Pendahuluan

Lembaga keuangan memiliki peranan yang strategis untuk meningkatkan pertumbuhan ekonomi dalam suatu negara. Kesehatan ekonomi suatu negara dapat dilihat dari tingkat kesehatan lembaga keuangannya seperti bank. Sebagaimana dijelaskan dalam Penjelasan Undang-Undang Nomor 7 Tahun 1992 tentang Perbankan sebagaimana terakhir kali diubah oleh Undang-Undang Nomor 4 Tahun 2023 tentang Pengembangan dan Penguatan Sektor Keuangan (“UU Perbankan”), peran strategis bank terutama disebabkan oleh fungsi utama bank sebagai suatu wahana yang dapat menghimpun dan menyalurkan dana masyarakat secara efektif dan efisien.1 Selain itu, bank juga memiliki peran yang strategis dalam mendukung pelaksanaan pembangunan nasional dalam rangka meningkatkan pemerataan pembangunan.2

Peran bank dalam mendukung pembangunan nasional dan pemerataan pembangunan dapat terlihat melalui banyaknya proyek-proyek konstruksi atau pengadaan barang dan/atau jasa di Indonesia yang menggunakan produk bank khususnya bank garansi. Bank garansi kerap dipersyaratkan sebagai jaminan pelaksanaan suatu proyek konstruksi atau pengadaan barang dan/atau jasa.  Bank garansi merupakan warkat yang diterbitkan oleh bank yang mengakibatkan kewajiban membayar terhadap pihak yang menerima garansi apabila pihak yang dijamin cidera janji (wanprestasi).3 Dalam konteks proyek konstruksi, bank garansi diterbitkan oleh bank untuk kepentingan pemilik proyek (project owner) dalam rangka menjamin pekerjaan kontraktor. Jika kontraktor wanprestasi terhadap kewajibannya berdasarkan kontrak konstruksi yang telah disepakati, maka bank akan membayarkan sejumlah uang sebagaimana tertera dalam bank garansi tersebut kepada pemilik proyek. Dengan kata lain, pihak penerima jaminan (misalnya pemilik proyek) berhak mencairkan bank garansi jika pihak terjamin (misalnya kontraktor) wanprestasi.
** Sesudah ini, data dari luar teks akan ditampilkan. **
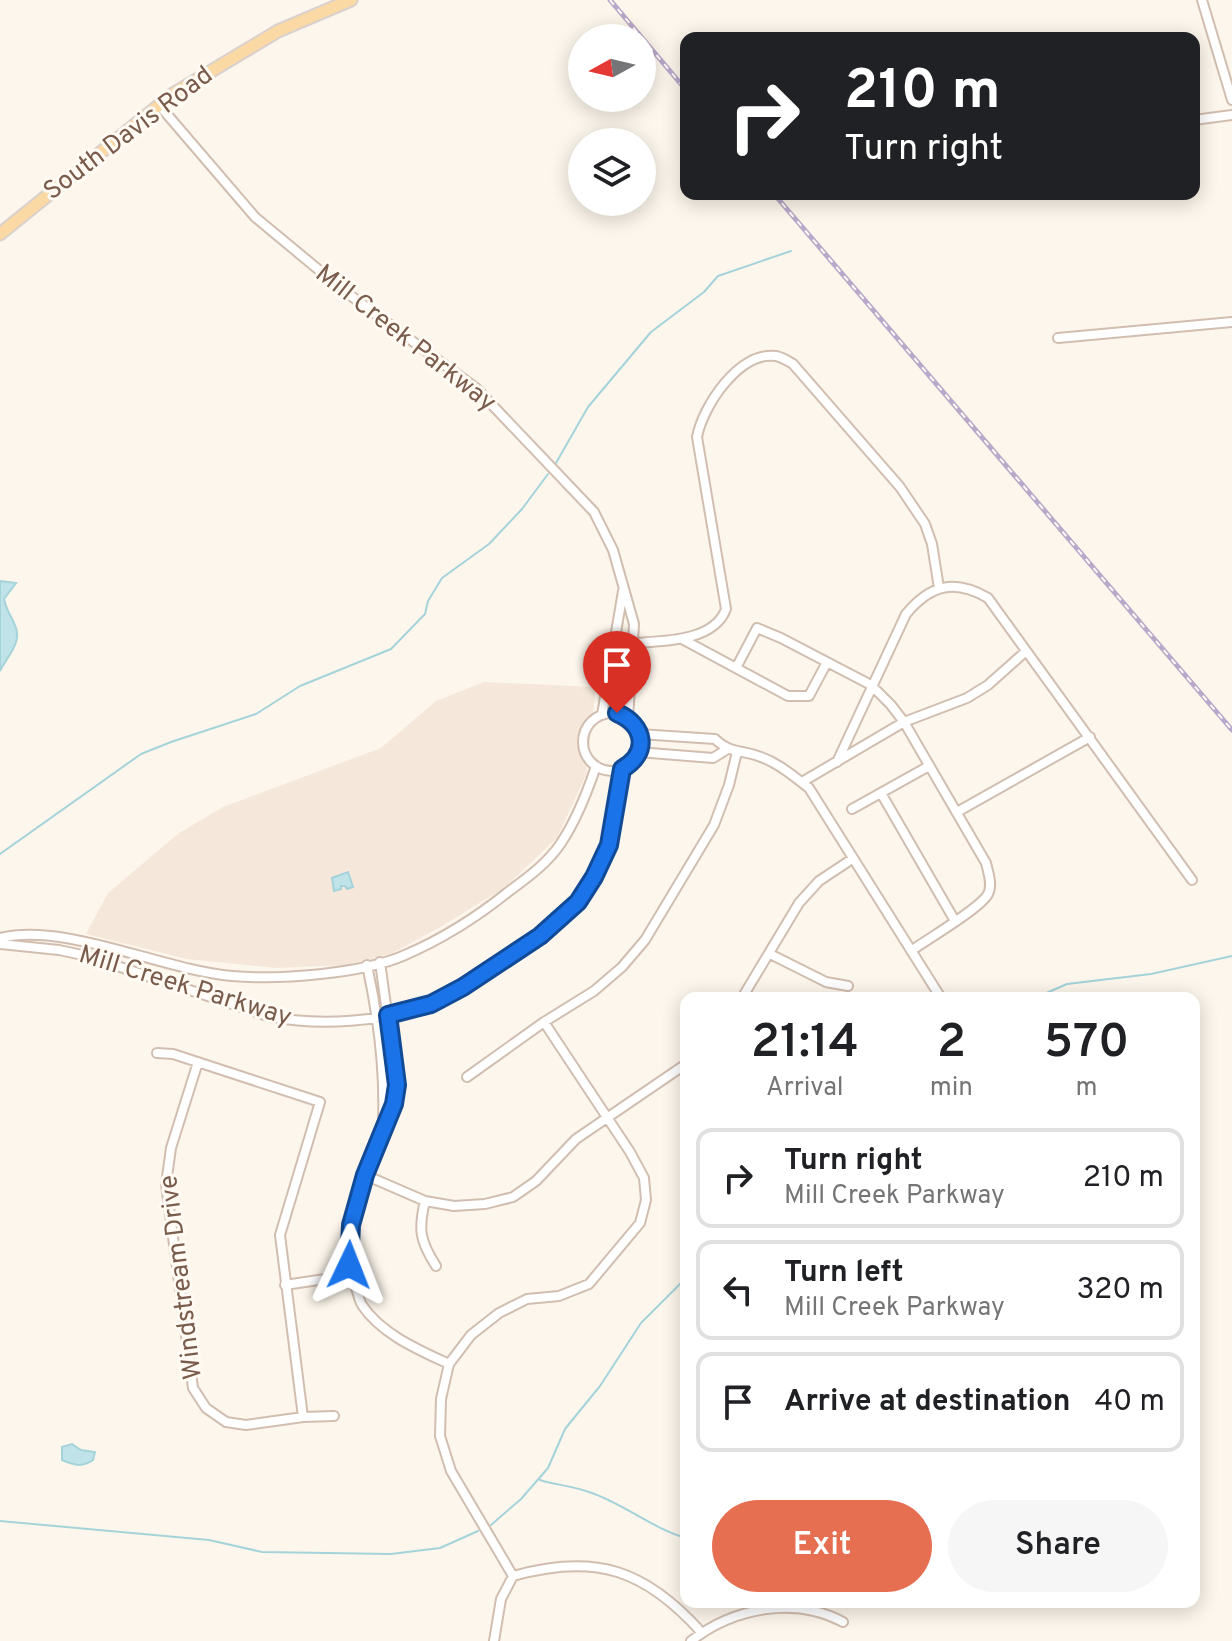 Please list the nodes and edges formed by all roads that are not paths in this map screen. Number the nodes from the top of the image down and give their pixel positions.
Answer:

Namun dalam praktiknya, pencairan bank garansi tidak semudah yang dibayangkan. Tidak sedikit bank menolak untuk mencairkan bank garansi karena satu dan lain hal, sehingga berujung pada sengketa di pengadilan. Dalam sengketa di pengadilan pun tidak jarang gugatan pihak penerima jaminan dinyatakan tidak dapat diterima (niet onvankelijke verklaard) karena kurang pihak. Kurang pihak di sini disebabkan oleh pihak terjamin tidak turut digugat dalam gugatan. Banyak hakim mempertimbangkan bahwa dengan tidak turut digugatnya pihak terjamin maka akan sulit menentukan kejadian wanprestasi tersebut sungguh terjadi dan bagaimana keadaan sebenarnya. Akan tetapi, bagaimana sebenarnya hubungan hukum dalam bank garansi? Apakah perlu pihak terjamin ikut digugat dalam gugatan terkait pencairan bank garansi?
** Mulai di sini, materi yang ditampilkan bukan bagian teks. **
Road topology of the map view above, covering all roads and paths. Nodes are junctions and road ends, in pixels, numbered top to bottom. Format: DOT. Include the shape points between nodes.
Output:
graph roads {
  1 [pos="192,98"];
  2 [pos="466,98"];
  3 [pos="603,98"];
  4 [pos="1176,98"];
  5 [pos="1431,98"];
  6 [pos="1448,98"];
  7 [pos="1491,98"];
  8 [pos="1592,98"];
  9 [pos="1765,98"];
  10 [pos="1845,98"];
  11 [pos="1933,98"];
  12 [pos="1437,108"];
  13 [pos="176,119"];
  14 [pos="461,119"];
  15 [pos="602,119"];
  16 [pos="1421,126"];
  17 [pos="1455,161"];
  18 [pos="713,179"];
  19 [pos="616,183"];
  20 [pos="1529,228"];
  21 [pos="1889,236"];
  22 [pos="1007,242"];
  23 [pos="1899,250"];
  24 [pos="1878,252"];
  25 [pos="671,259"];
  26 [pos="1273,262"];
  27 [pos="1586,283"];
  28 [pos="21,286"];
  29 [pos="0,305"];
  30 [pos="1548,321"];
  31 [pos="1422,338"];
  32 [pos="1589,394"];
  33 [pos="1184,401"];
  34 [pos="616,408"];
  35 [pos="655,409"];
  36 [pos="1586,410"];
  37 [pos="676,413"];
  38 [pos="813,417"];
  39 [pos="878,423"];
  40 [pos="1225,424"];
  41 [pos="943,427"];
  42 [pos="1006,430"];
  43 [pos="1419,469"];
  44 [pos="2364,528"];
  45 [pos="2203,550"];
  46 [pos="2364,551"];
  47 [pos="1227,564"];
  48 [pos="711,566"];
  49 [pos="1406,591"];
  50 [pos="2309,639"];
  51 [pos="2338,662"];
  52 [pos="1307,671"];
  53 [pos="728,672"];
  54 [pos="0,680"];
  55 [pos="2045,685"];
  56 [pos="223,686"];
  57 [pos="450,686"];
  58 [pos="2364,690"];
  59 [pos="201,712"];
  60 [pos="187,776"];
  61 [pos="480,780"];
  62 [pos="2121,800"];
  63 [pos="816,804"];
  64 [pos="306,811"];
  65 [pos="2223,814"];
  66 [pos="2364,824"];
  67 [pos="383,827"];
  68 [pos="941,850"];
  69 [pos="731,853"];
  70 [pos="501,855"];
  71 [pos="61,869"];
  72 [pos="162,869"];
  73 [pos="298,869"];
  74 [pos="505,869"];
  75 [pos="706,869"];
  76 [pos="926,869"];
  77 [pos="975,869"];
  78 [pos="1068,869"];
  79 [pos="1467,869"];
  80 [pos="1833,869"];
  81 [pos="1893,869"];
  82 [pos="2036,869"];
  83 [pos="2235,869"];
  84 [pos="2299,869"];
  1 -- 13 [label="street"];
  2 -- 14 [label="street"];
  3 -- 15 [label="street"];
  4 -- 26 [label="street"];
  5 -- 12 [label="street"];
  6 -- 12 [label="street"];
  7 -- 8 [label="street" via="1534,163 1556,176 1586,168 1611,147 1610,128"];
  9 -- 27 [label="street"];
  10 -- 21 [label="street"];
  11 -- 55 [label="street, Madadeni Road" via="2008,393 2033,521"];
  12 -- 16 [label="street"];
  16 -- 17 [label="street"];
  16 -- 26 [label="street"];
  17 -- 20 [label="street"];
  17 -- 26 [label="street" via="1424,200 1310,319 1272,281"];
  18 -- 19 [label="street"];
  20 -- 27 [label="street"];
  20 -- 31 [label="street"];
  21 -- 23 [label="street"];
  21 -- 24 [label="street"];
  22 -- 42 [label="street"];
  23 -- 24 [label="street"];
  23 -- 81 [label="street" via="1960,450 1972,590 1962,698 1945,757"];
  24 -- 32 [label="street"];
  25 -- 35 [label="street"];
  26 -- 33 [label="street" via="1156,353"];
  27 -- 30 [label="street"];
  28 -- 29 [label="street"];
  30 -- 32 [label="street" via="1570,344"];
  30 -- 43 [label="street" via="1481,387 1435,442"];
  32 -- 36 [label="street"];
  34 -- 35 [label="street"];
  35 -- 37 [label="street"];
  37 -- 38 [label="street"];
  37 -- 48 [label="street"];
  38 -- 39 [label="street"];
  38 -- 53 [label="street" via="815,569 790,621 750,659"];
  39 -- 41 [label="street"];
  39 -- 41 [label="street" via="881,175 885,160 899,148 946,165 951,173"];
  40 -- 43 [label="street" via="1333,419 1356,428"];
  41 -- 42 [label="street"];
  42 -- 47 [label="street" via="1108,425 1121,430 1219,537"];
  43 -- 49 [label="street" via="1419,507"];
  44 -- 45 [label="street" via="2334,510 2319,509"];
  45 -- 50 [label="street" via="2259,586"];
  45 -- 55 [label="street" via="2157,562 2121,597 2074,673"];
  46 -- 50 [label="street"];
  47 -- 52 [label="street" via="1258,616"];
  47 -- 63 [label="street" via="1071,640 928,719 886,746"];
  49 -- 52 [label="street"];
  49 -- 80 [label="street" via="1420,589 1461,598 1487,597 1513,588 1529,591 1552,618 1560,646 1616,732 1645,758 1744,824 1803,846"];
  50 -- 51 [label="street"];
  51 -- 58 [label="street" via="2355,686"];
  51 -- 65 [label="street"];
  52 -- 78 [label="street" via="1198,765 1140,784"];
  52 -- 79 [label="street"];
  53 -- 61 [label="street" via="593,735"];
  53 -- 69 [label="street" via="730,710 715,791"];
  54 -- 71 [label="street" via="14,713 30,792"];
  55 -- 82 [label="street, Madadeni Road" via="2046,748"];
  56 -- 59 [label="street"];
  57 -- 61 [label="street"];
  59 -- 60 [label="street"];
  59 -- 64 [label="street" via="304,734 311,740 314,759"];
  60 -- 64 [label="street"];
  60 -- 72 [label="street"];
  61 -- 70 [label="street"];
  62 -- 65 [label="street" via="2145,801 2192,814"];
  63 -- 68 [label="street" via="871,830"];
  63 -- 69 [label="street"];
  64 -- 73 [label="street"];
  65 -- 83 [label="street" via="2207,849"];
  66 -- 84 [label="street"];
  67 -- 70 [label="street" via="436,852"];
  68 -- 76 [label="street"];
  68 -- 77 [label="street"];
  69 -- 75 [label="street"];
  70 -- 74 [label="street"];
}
Artikel ini akan membahas dan menjawab hubungan hukum dalam perjanjian bank garansi dan akan melakukan analisis putusan di pengadilan mengenai gugatan wanprestasi terkait pencairan bank garansi. Selain itu, artikel ini juga akan menjawab pertanyaan apakah perlu pihak terjamin ikut digugat dalam gugatan terkait pencairan bank garansi.

Pembahasan

Perjanjian Bank Garansi

Bank Garansi adalah suatu perjanjian penanggungan sebagaimana diatur dalam Pasal 1820 KUHPerdata. Pasal 1820 KUHPerdata mengatur bahwa perjanjian penanggungan adalah suatu perjanjian dengan mana seorang pihak ketiga [bank] guna kepentingan si berpiutang [penerima jaminan], mengikatkan diri untuk memenuhi perikatan si berutang [terjamin] manakala orang ini sendiri [terjamin] tidak memenuhinya. Pasal 1821 KUHPerdata mengatur bahwa tiada penanggungan jika tidak ada perikatan pokok yang sah. Ketentuan tersebut menunjukkan bahwa penanggungan adalah suatu perjanjian ikutan (accesoir) dari suatu perikatan pokok. Selain di atur dalam KUHPerdata, hal bank garansi juga di atur dalam Surat Keputusan Direksi Bank Indonesia No. 23/88/KEP/DIR tentang Pemberian Garansi oleh Bank (“SKBI BG”) dan Surat Edaran Direksi Bank Garansi No. 23/7/UKU tanggal 18 Maret 1991 tentang Pemberian Garansi oleh Bank (“SEBI BG”).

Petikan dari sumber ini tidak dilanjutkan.